Why School Busses Are Yellow & Black
A lot of thought went into the school bus in North America. A lot of time and money. Thankfully, taxpayers did not pay for it – the Rockefeller Foundation did. And then, U.S. citizens were forced to pay taxes for public education. So, I guess in the end the taxpayer paid for it. Oh, what a vicious circle. The yellow was especially concocted for use on school buses in North America in 1939. And it took some heavyweights to find just the right yellow. In April of 1939, Dr. Frank W. Cyr, a professor at Teachers College, Columbia University in New York curated a conference designed to establish national school-bus standards for the U.S. Among these standards would be the color of yellow for the school bus. According to Wikipedia, “The color was selected because black lettering on that hue was easiest to see in the semi-darkness of early morning.”

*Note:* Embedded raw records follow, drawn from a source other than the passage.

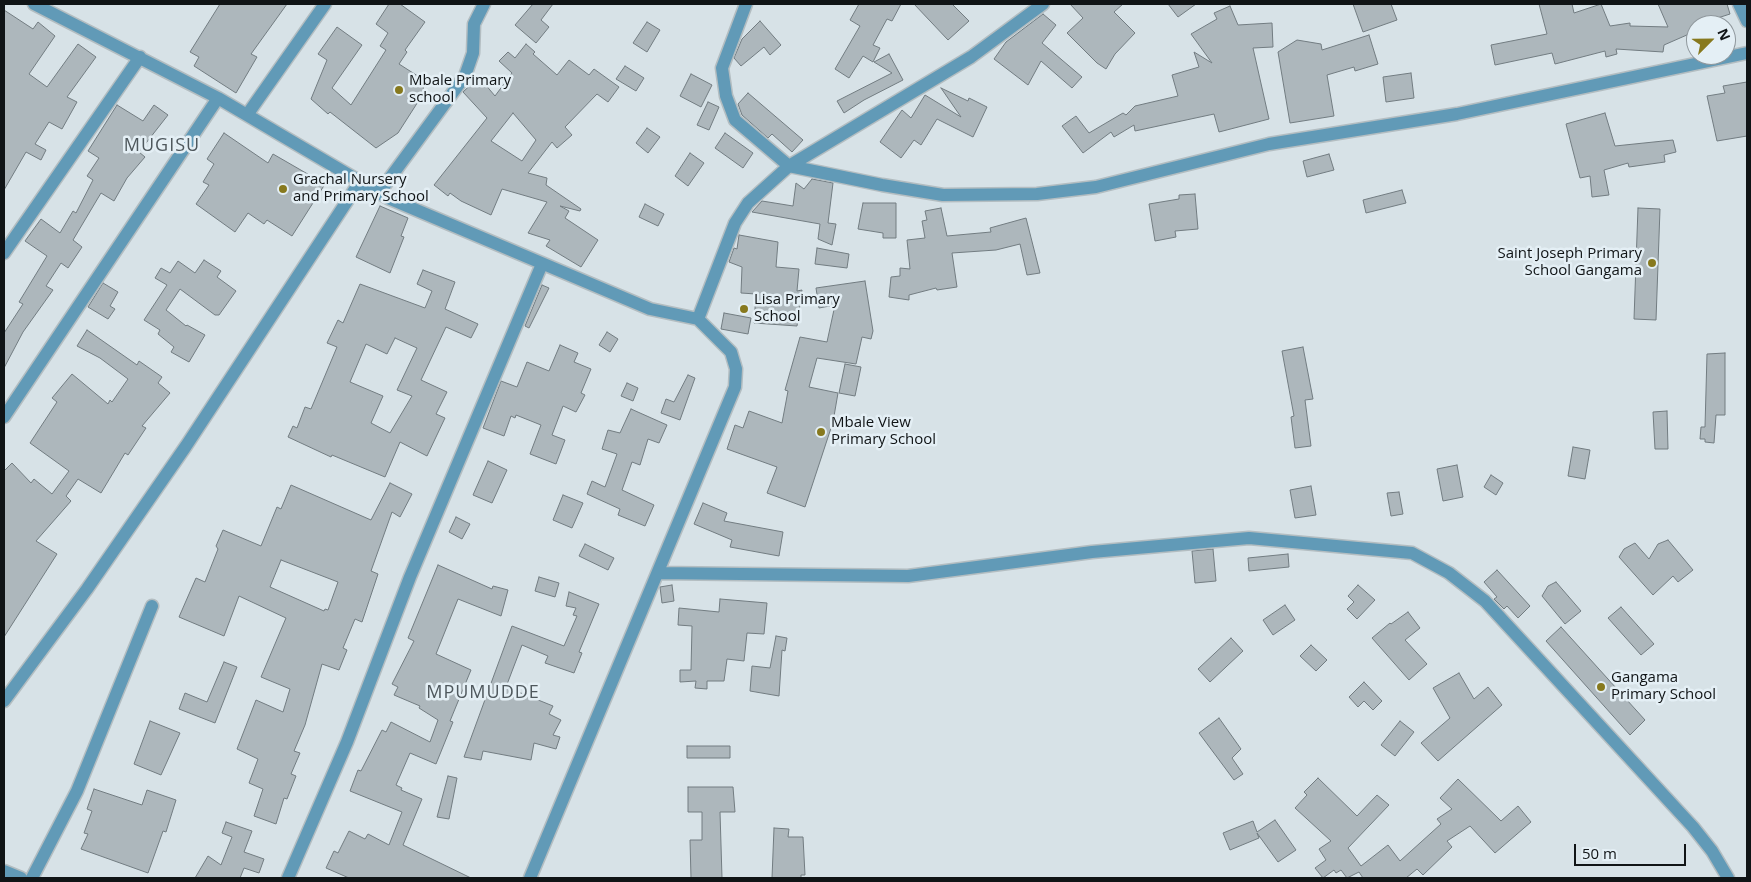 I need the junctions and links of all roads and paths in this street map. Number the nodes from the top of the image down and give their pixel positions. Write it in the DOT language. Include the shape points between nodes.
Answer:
graph roads {
  1 [pos="34,4"];
  2 [pos="325,4"];
  3 [pos="484,4"];
  4 [pos="746,4"];
  5 [pos="1043,4"];
  6 [pos="1739,4"];
  7 [pos="1747,21"];
  8 [pos="1747,53"];
  9 [pos="140,57"];
  10 [pos="218,98"];
  11 [pos="247,116"];
  12 [pos="789,166"];
  13 [pos="359,183"];
  14 [pos="379,193"];
  15 [pos="4,253"];
  16 [pos="542,264"];
  17 [pos="698,319"];
  18 [pos="4,417"];
  19 [pos="658,573"];
  20 [pos="152,606"];
  21 [pos="4,701"];
  22 [pos="4,871"];
  23 [pos="21,878"];
  24 [pos="32,878"];
  25 [pos="288,878"];
  26 [pos="530,878"];
  27 [pos="1728,878"];
  1 -- 9 [label="street"];
  2 -- 11 [label="street"];
  3 -- 14 [label="street" via="474,24 473,53 465,76"];
  4 -- 12 [label="street" via="722,68 726,96 735,120"];
  5 -- 12 [label="street" via="971,56"];
  6 -- 7 [label="street"];
  8 -- 12 [label="street" via="1456,114 1269,144 1096,187 1037,194 943,195"];
  9 -- 10 [label="street"];
  9 -- 15 [label="street"];
  10 -- 11 [label="street"];
  10 -- 18 [label="street"];
  11 -- 13 [label="street"];
  12 -- 17 [label="street" via="748,203 735,222"];
  13 -- 14 [label="street"];
  13 -- 21 [label="street" via="186,446"];
  14 -- 16 [label="street"];
  16 -- 17 [label="street" via="650,309"];
  16 -- 25 [label="street" via="410,577 347,742"];
  17 -- 19 [label="street" via="731,352 736,369 735,387"];
  19 -- 26 [label="street"];
  19 -- 27 [label="street" via="908,576 1092,552 1249,538 1412,553 1449,572 1484,601 1693,827"];
  20 -- 24 [label="street" via="77,791"];
  22 -- 23 [label="street"];
}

For seven days experts from Dupont participated in the conference which was funded via a $5,000 grant from the Rockefeller Foundation. The guise of the conference was school bus safety. Obviously the goal was not student comfort, as anybody who has ridden the prison-like school bus system in the United States can attest to.
Why in the world was the conference so obsessed with getting that yellow just right? Was it the pursuit of the most bee-like yellow that captured the thoughts of the scientists and experts?

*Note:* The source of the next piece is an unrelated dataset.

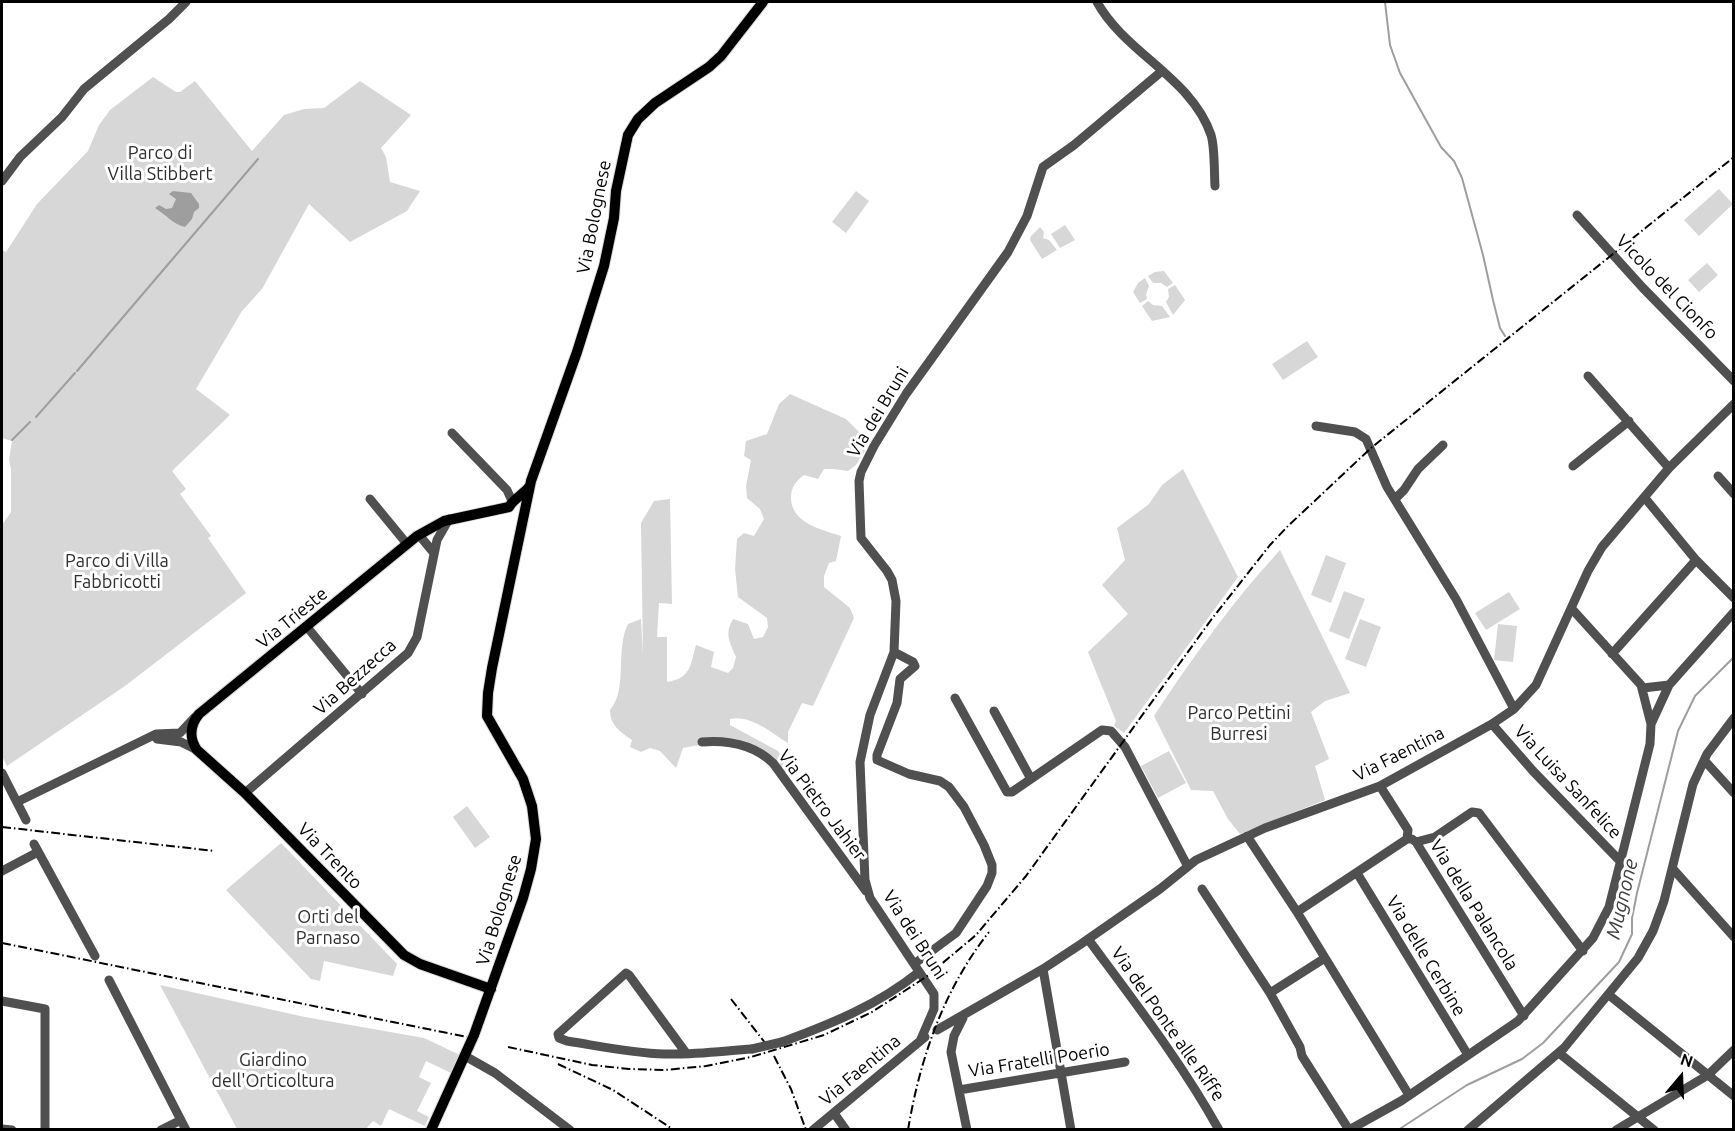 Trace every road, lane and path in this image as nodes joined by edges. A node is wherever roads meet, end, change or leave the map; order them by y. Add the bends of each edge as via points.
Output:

You see, today as students ride from home-to-school or vice versa, they still ride in the yellow & black school bus. Is there any symbolism in the colors? I think there very well could be. After all, yellow & black are the colors of the worker bee.
In the public education system, rote learning is the standard. Students sit facing forward in their desk preparing for standardized testing. They are not encouraged to ask questions, question authority and follow their own heart’s desires. Instead, a well-disciplined student body behaves like the hive. The black & yellow school bus represents that which they are preparing for: their lives as behaved worker bees.